Zi Sha Tea Pot
Zi Sha tea pots are a common sight on many tea lover's tea trays. All of the items in this picture are made with Zi Sha clay, though the Gong Dao Bei 'fair cup' and the cups have a glazed white interior to ensure the tea's colour stands out. With black tea's such as pu er, it is popular to use zi sha or glass cups. Often these cups are of a larger size than those used for preparing Oolong's such as Tie Guan Yin.
First, when preparing we should ensure that all the tea cups, jug (Gong Dao bei) and tea pot have been warmed using boiling water, so that when the main infusion is made the boiling water is not cooled excessively. This step also ensures that they are all sterilised and the tea set is in the optimum brewing condition.

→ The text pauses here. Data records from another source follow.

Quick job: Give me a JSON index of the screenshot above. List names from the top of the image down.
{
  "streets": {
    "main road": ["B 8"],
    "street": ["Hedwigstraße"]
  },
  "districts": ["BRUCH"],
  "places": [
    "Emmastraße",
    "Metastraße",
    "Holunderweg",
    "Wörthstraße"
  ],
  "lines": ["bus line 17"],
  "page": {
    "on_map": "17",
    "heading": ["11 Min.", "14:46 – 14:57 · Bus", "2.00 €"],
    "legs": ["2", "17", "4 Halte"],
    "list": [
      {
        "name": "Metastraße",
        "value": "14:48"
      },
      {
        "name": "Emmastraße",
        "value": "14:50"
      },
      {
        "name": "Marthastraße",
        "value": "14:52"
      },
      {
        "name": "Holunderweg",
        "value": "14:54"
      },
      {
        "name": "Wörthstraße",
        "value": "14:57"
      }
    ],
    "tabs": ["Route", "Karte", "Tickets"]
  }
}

Commonly this clay, especially this shade of colour, is more popular for making Pu Er or black teas, though Oolong can be make using such teapots. We can see here that the Rou Dou, bamboo funnel, is used to help adding the tea into the tea pot (Cha Hu) and to prevent any wastage or mess. Here we can also see that the tea strainer has been placed in the Gong Dao Bei, this as we have seen in the other styles is to ensure a clean, leafless liquor.
It is customary and deemed a fundamental courtesy to allow guests to view and smell the tea cake. The tea cake is then broken using a knife and crumbled in to the teapot.
The inside of the tea pot is not glazed like that of the tea cups or Gong Dao bei. Due to the nature of the Zi Sha clay it is slightly porous. This characteristic means that tea and it's flavour is slowly absorbed. Collectors agree that an old pot that has only had quality tea of one kind prepared in it will form a unique favour over time. Because of this antique tea pots are hugely collectable, often commanding extremely high prices.
The Cha Lou or Rou Dou is removed prior to adding the hot water. We can see that there is a small ornate cord that connects the lid with the teapot. This is both for decoration but also to reduce the likelihood of damage if the lid is accidentally dropped.
As we have seen before the water is poured onto the leaves from as high as possible without splashing. This is yet another skill that the refined and seasoned host does with ease. Beginners beware! When adding the water to the Pu Er tea leaves it should be as near to boiling as possible, especially when using brick or Pu Er cakes. The water should be filled to the top of the pot's mouth. Any bubbles that form should be skimmed off using the teapots lid, which is then rinsed clean using fresh boiling water from the kettle.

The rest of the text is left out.